Село Яганово я знал, а вот про Кукушкино слышал впервые. Но мало ли у нас деревень, исчезнувших с лица земли? Хорошо еще, что некоторые села уцелели.
Стоп. А почему это я считаю, что про Кукушкино услышал впервые? Ведь бьётся же в мозгу какая-то мыслишка относительно этого названия. Нет, не вспомнить. Сейчас, пожалуй, важней другое. Наш Роберт теперь тоже знает про эту деревню.
Кукушкино… Епанчины… Кукушкино… Епанчины… Две женщины с одинаковой фамилией… Большая трагедия…
Бессвязные мысли не давали покоя. И я, наконец, вспомнил.
[1] Ленинградское Краснознаменное училище военных сообщений имени М. В. Фрунзе
Глава семнадцатая
Цена инспектора
Однако, пора и честь знать, в том смысле, что не вечно же я буду злоупотреблять «марсианским» гостеприимством. Особенно когда есть над чем поразмышлять в одиночестве. Свою лениво пробуждающуюся память ещё рановато выворачивать перед Аэлитой, да и не уверен я пока ещё ни в чём. Так, какие-то ошмётки воспоминаний, создающие тревожный фон, но никакой конкретики.

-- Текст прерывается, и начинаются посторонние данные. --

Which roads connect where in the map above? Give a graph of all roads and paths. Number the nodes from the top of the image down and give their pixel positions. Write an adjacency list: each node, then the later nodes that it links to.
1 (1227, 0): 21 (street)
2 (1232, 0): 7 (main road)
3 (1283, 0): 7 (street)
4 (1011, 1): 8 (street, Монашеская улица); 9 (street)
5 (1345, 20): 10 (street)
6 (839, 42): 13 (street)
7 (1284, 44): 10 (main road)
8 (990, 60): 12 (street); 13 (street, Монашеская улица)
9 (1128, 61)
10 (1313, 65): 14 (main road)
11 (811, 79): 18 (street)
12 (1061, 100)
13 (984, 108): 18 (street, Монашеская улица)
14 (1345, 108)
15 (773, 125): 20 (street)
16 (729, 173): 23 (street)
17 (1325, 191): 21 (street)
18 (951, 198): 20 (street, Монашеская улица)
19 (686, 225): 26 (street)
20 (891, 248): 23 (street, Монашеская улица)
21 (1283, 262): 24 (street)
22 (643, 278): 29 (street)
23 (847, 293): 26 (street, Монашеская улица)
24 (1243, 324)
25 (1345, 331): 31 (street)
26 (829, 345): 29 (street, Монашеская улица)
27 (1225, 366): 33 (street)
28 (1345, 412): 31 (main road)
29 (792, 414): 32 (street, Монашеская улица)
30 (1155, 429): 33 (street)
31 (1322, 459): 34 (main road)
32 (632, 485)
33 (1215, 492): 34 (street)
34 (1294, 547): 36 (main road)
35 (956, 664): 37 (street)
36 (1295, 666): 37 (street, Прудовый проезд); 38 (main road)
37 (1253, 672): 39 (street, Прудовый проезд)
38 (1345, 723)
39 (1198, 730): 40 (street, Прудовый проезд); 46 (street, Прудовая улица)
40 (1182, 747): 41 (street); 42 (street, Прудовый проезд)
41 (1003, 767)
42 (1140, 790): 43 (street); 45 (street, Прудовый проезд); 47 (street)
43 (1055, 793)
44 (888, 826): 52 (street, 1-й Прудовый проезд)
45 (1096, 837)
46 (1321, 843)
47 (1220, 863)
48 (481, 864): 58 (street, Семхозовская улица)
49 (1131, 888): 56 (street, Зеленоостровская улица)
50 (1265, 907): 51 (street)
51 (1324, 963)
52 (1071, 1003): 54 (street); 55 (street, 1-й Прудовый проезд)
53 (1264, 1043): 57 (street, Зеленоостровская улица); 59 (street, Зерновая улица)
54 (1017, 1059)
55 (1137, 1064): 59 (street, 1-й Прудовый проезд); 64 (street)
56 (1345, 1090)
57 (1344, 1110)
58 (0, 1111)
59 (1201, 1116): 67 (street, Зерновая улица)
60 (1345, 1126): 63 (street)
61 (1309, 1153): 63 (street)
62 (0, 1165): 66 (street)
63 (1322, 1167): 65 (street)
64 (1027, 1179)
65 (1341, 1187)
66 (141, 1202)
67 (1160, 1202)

И спросить, как всегда, не у кого.
— Мне пора, — без всяких предисловий заявил я и начал собираться.
— Алексей, а у вас там с Ольгой всё серьёзно? —тоже без всяких предисловий вдруг спросила Аэлита.
Я удивлённо воззрился на неё.
— Кто же в таких случаях тебе правду-то скажет, милая моя? Уже взрослая, сама понимать должна.
В этот раз Аэлита не отреагировала на мой толстый намёк относительно возраста. Она ждала ответа.
Во мне проснулось любопытство.
— И вообще, а почему ты об этом спросила? Знаешь что-либо от Ольги?
«Марсианка» не замедлила отыграться:
— Милый мой, кто же тебе в такой ситуации правду-то скажет?
Что ж, один — один. Молодец, девчонка! С девчонкой я, конечно, перехватил, но это же не вслух.
— Да, пожалуй, ты права. Но я тем не менее скажу правду. У нас с Ольгой всё так серьёзно, так серьёзно, что вообще никак. Вот никак — и всё. Хорошие знакомые — и не более. Хочешь верь, хочешь не верь.
Поверила Аэлита или нет, меня беспокоило не сильно. Не хватало ещё игру в угадайку затеять.